--- Given records ---

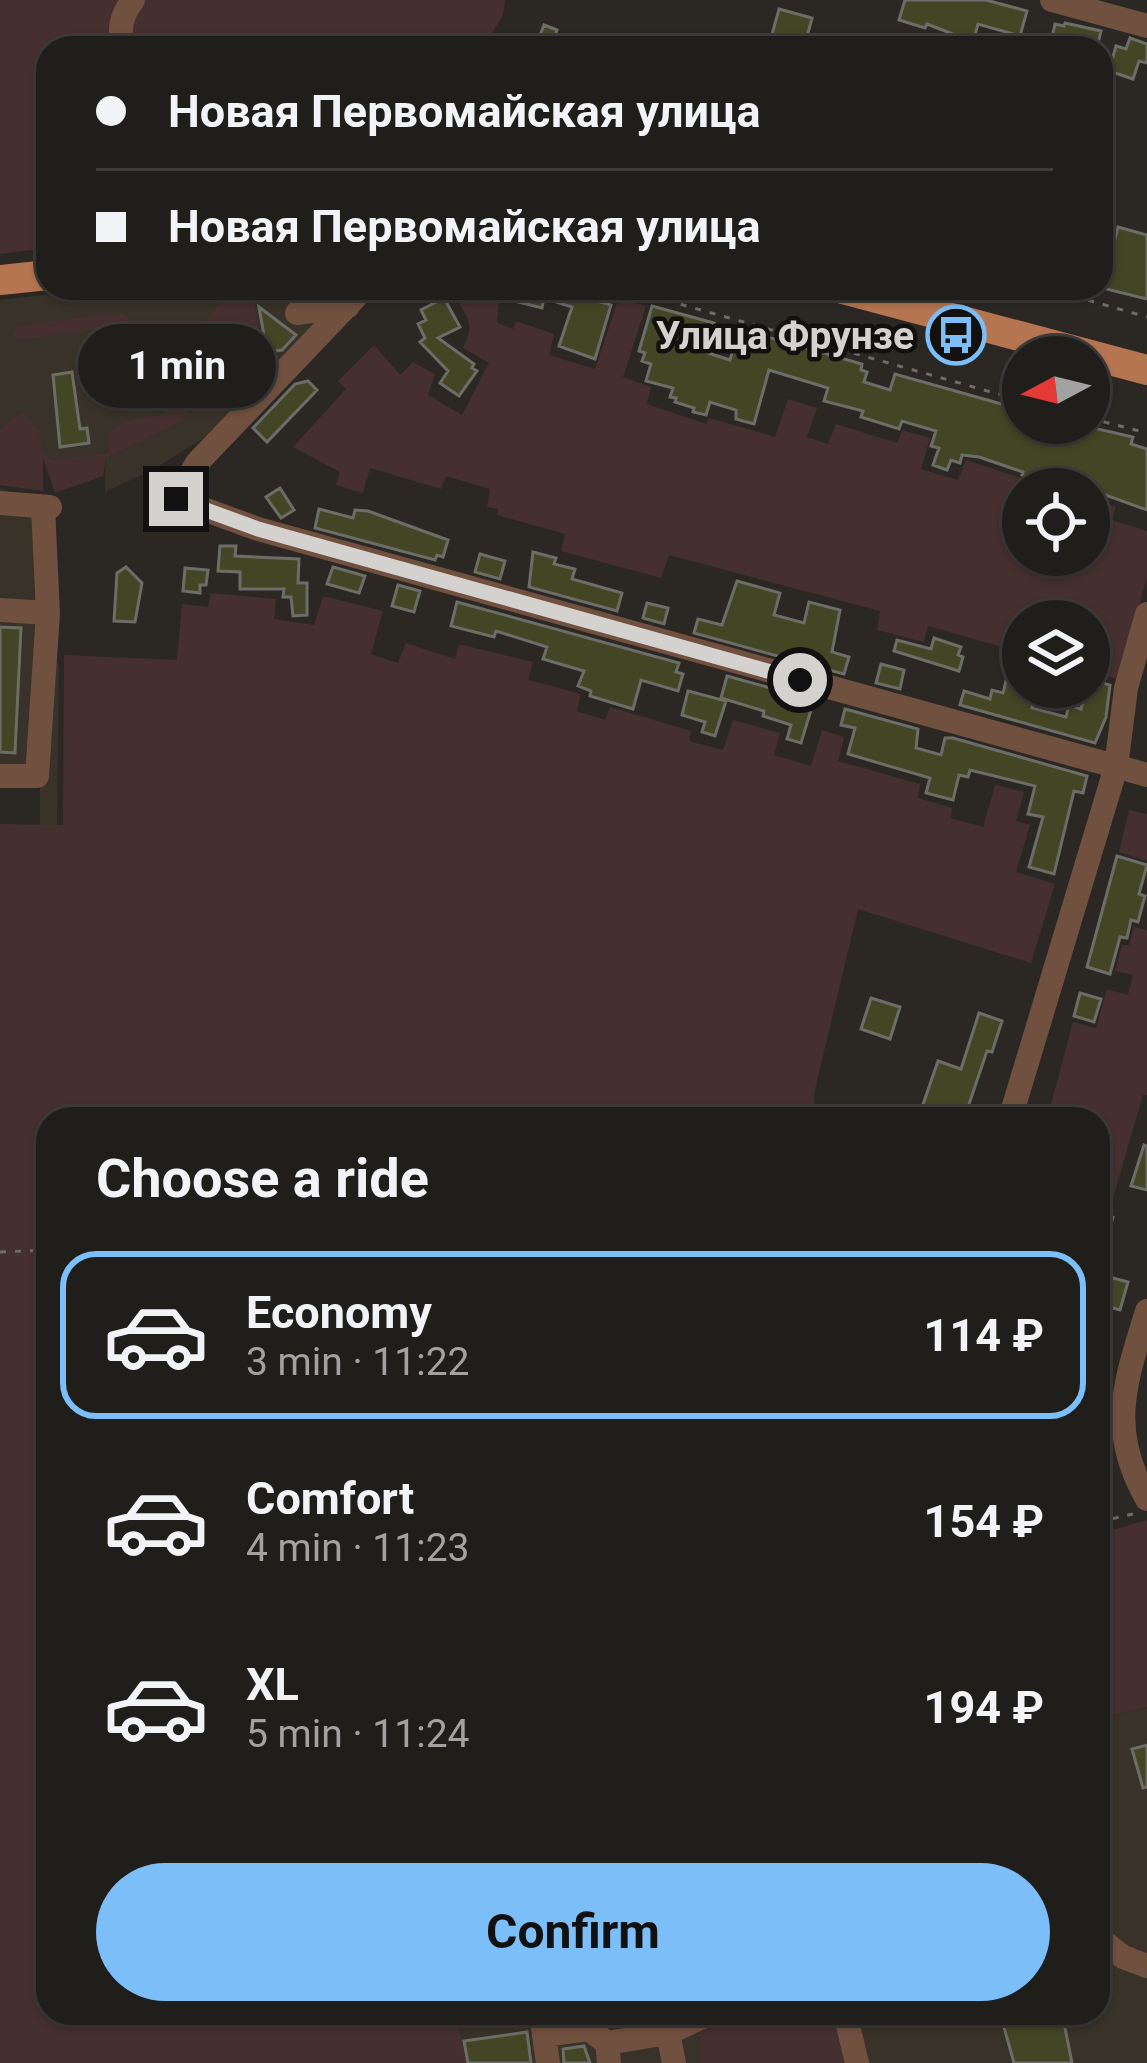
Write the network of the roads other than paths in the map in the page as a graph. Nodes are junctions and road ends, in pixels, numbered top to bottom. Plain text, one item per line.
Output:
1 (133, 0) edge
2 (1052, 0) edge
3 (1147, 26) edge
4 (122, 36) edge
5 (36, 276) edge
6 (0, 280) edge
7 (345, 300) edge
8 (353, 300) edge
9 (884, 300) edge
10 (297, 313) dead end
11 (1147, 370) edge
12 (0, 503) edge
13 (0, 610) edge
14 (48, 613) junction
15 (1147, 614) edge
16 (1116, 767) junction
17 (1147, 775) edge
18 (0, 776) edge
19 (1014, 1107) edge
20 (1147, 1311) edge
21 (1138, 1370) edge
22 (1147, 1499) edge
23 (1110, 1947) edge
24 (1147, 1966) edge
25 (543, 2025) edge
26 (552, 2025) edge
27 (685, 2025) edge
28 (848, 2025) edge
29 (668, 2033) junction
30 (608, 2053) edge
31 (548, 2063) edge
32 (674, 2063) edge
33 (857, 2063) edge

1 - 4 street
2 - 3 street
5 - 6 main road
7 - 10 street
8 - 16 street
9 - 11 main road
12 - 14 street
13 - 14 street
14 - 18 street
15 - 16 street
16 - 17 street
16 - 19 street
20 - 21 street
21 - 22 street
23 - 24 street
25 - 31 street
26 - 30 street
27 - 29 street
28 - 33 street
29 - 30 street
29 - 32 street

---
--- Given records ---

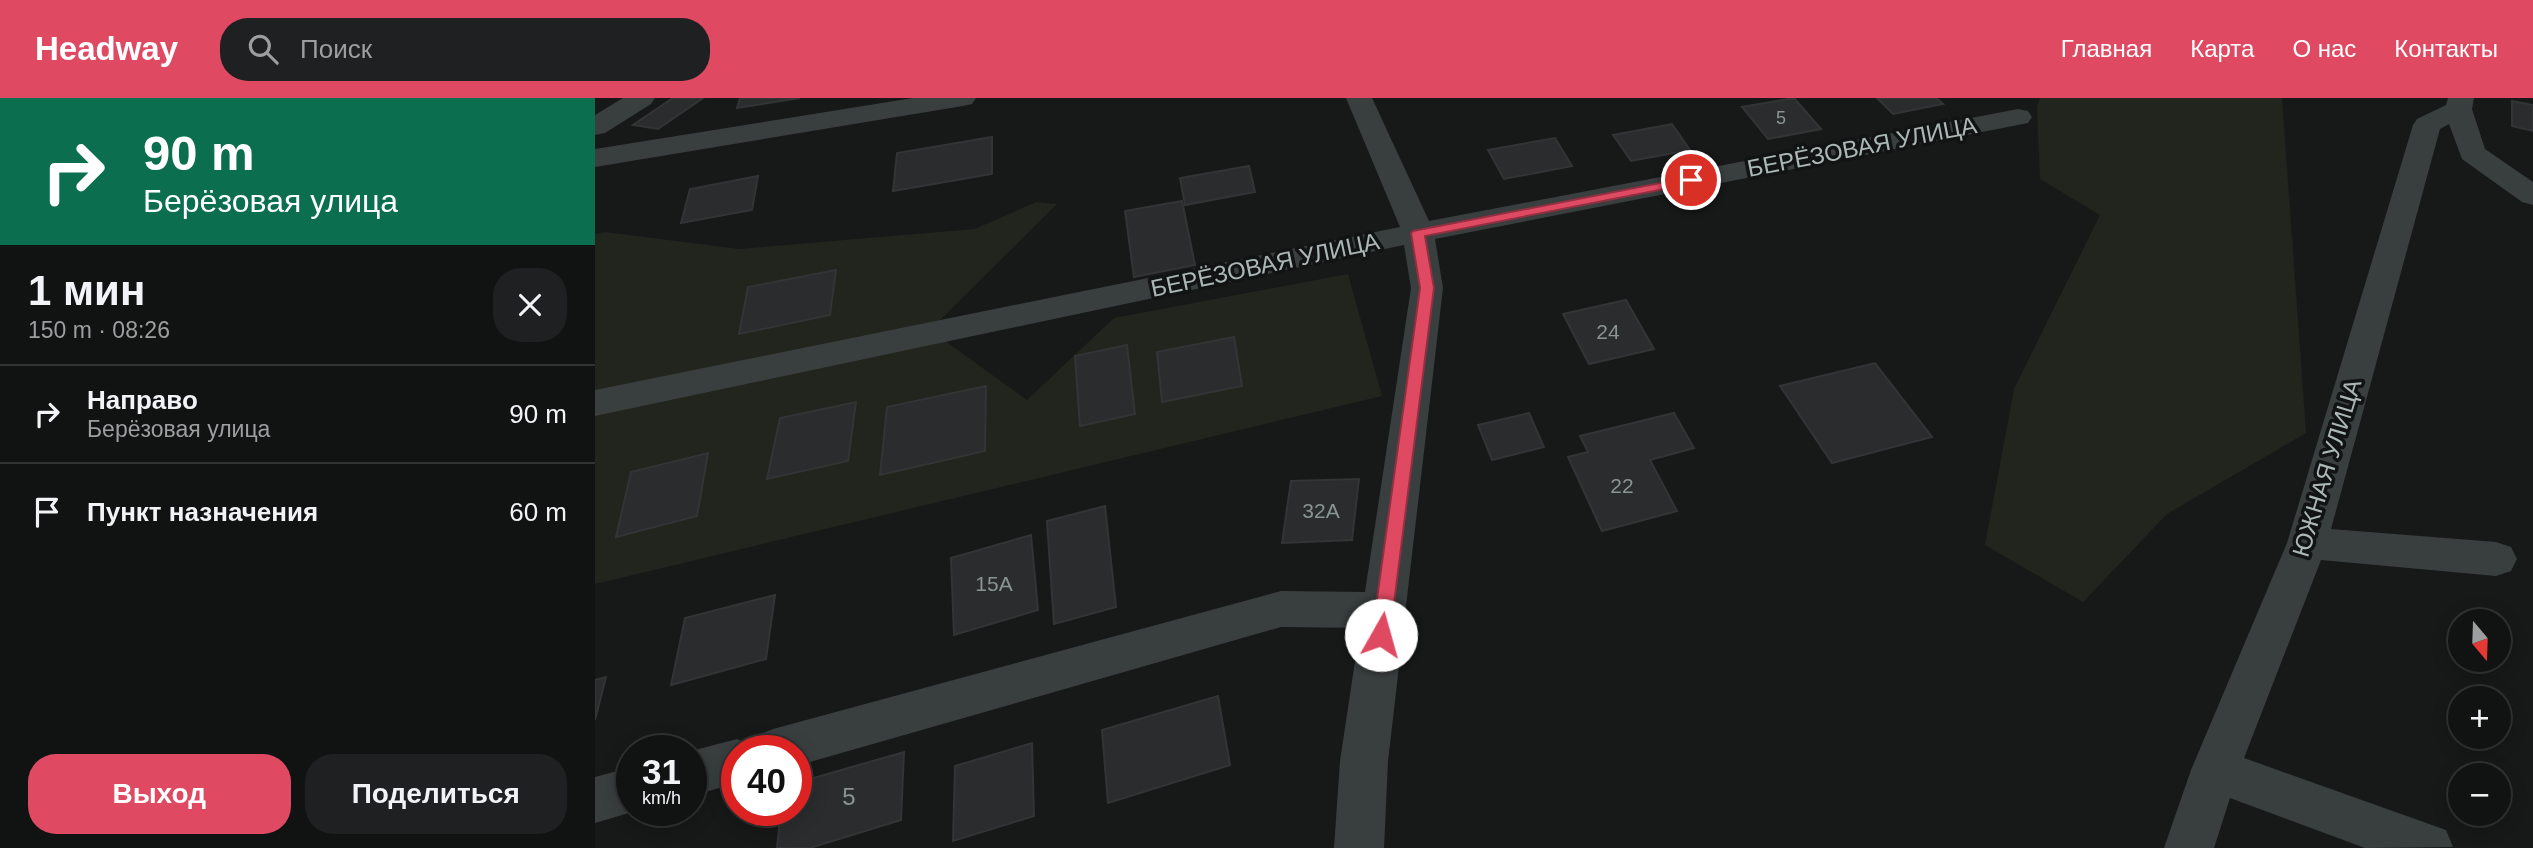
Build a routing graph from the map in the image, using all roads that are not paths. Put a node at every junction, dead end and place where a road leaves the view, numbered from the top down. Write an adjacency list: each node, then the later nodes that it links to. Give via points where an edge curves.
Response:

---
--- Given records ---

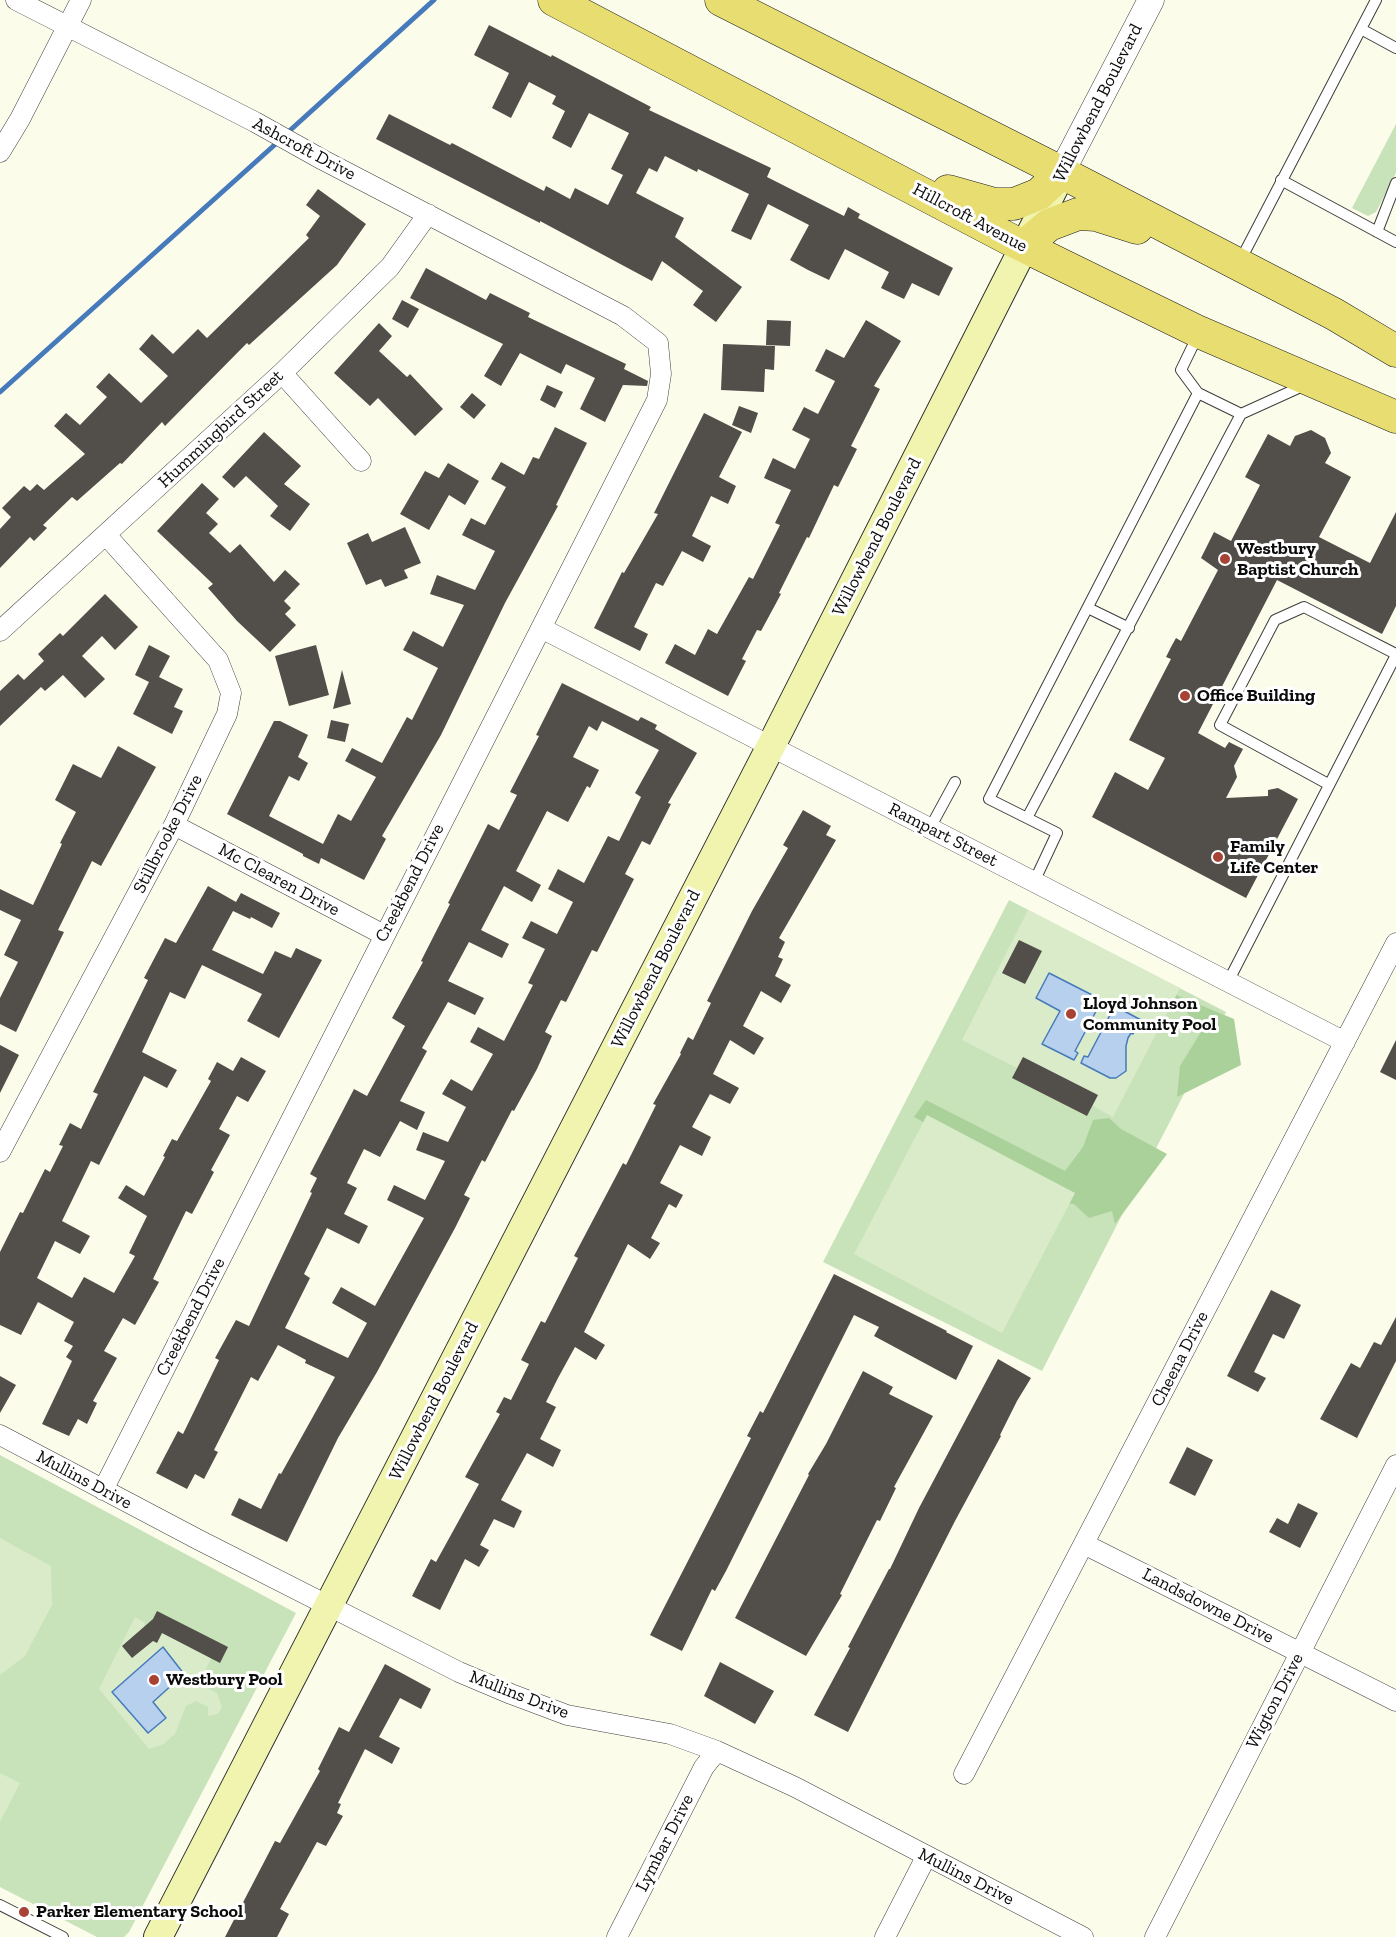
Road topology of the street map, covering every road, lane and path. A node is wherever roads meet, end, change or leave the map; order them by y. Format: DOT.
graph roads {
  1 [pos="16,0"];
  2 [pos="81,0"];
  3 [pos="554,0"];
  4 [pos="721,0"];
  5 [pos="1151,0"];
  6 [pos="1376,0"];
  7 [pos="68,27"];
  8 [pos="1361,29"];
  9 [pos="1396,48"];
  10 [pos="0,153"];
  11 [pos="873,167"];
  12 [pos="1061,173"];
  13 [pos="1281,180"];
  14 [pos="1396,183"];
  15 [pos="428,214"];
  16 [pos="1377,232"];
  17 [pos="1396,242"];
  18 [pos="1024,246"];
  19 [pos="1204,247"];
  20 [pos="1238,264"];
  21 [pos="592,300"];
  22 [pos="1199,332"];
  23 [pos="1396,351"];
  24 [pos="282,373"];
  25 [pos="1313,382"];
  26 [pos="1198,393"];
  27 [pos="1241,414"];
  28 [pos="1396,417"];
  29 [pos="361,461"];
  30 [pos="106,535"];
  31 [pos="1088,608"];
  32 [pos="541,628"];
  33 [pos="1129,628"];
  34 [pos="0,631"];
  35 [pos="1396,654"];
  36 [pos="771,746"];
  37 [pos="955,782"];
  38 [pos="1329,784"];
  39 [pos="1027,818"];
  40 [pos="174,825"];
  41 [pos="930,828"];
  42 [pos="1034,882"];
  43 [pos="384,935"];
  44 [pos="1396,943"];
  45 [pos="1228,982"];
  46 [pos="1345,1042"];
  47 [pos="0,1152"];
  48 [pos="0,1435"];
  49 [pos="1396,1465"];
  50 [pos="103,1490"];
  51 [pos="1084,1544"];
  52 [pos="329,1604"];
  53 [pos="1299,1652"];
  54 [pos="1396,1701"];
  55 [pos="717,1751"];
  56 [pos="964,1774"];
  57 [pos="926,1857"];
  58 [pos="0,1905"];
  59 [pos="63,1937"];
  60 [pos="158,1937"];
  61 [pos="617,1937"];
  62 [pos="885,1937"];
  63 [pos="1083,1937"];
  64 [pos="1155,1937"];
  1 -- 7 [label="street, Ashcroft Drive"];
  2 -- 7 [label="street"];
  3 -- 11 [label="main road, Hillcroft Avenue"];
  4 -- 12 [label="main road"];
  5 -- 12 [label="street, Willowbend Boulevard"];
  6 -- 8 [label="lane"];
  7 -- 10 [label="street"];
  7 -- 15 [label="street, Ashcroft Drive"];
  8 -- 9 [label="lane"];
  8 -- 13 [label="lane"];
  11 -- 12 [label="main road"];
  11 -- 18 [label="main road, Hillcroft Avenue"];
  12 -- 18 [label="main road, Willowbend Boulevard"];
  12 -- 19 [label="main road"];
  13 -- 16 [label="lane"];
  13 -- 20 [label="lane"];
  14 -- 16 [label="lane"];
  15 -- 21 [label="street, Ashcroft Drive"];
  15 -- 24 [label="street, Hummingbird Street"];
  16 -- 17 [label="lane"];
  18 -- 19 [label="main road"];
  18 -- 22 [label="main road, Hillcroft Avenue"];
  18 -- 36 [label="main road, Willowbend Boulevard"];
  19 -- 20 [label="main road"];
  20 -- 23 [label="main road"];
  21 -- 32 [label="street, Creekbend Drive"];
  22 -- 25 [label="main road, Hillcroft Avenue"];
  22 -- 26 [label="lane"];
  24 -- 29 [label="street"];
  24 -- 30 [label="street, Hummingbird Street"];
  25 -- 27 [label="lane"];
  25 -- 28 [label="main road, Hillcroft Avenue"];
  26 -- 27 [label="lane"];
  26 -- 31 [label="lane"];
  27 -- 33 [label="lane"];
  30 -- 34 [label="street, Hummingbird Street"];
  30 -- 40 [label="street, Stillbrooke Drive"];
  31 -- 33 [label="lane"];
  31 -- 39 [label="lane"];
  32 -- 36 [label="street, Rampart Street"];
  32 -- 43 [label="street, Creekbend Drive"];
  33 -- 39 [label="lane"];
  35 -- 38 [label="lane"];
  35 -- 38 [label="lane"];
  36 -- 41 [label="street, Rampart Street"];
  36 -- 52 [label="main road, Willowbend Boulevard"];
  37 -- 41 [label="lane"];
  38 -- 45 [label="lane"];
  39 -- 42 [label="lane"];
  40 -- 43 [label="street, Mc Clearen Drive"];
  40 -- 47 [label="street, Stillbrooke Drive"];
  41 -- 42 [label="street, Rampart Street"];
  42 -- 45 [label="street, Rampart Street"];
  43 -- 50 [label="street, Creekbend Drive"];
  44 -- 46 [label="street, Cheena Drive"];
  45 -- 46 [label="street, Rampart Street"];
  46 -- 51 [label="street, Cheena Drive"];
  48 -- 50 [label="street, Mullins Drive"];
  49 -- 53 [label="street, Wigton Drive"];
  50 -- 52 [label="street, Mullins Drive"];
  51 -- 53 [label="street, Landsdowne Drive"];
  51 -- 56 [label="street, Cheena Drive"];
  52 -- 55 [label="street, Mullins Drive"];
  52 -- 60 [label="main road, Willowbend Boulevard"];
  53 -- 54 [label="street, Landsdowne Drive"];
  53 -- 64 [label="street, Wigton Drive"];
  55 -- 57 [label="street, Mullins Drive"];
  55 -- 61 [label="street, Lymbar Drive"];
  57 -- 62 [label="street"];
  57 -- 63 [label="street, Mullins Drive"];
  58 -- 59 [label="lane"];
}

---

Going through the lines above one by one, tally those with the word "Write" and give only the total.

#### [Solution to this exercise]
2